> **TASK**
Go through the data and copy each line where the string "junction" appears.
══ TASK INPUTS ══
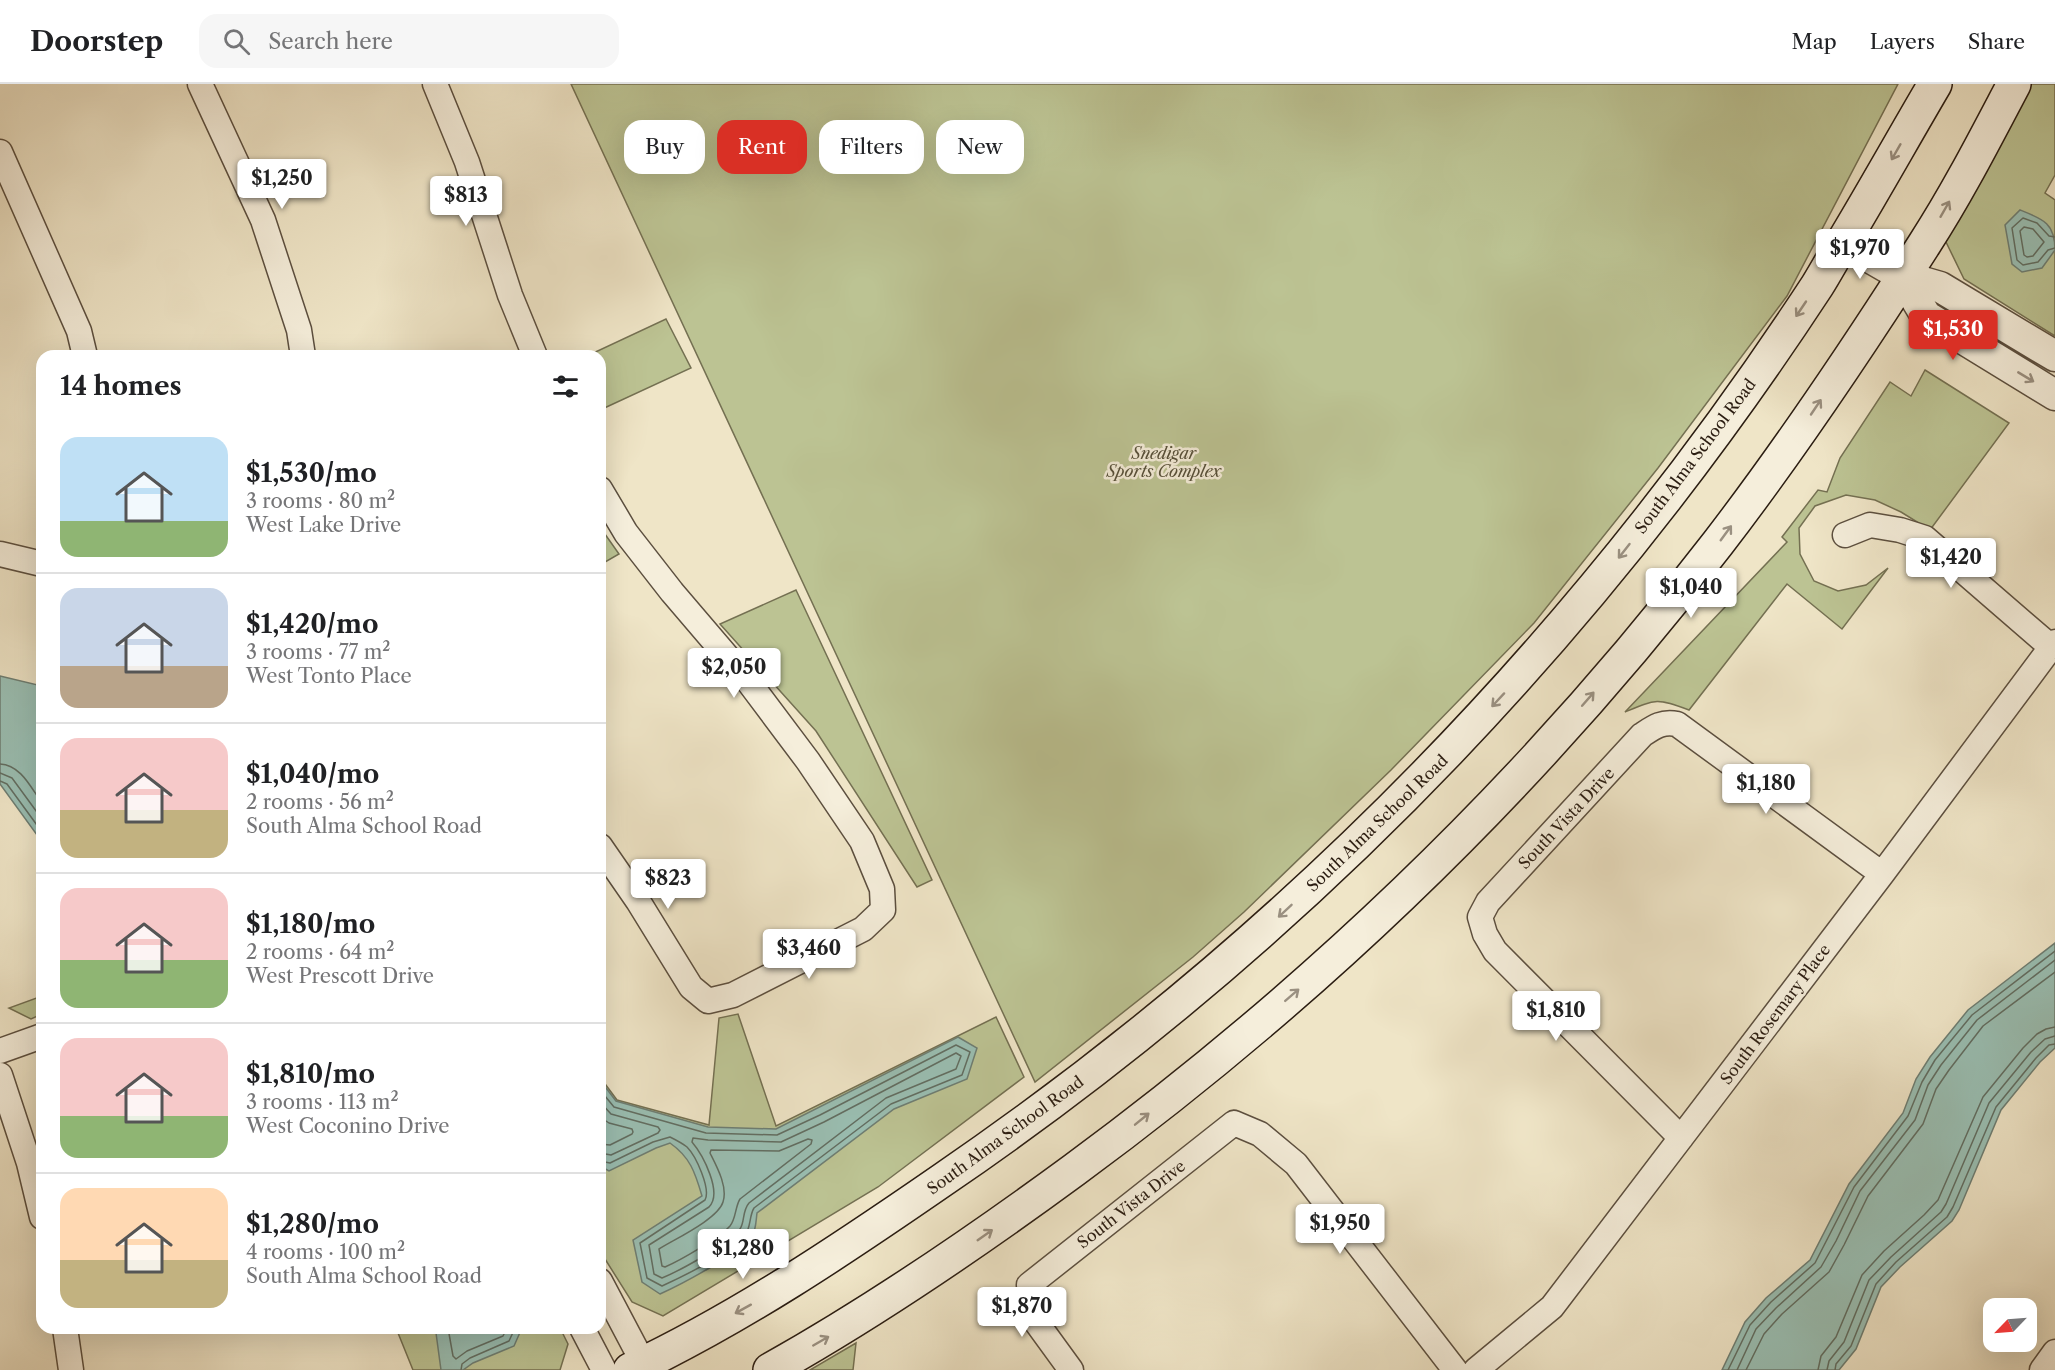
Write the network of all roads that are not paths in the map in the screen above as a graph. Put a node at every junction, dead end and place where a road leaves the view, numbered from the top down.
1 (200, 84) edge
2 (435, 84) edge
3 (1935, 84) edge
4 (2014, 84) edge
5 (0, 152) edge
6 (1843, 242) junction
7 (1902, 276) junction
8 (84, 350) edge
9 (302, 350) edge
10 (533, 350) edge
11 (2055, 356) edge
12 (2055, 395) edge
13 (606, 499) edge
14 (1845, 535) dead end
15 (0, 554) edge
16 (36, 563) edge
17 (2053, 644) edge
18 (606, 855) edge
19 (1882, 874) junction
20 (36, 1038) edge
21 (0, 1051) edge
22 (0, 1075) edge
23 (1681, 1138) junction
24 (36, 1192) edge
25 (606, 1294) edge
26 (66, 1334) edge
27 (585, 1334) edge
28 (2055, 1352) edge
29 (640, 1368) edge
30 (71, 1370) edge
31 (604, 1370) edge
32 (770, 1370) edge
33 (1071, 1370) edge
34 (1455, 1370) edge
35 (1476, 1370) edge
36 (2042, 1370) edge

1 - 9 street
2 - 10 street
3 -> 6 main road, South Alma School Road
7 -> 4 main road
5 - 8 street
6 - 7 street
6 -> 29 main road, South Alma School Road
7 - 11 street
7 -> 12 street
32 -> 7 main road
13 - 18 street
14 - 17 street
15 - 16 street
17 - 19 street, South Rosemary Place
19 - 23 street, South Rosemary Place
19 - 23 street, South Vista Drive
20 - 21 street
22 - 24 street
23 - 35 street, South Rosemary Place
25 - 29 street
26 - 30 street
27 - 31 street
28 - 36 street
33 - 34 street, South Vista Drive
═══
> **COMPLETED TASK**
Write the network of all roads that are not paths in the map in the screen above as a graph. Put a node at every junction, dead end and place where a road leaves the view, numbered from the top down.
6 (1843, 242) junction
7 (1902, 276) junction
19 (1882, 874) junction
23 (1681, 1138) junction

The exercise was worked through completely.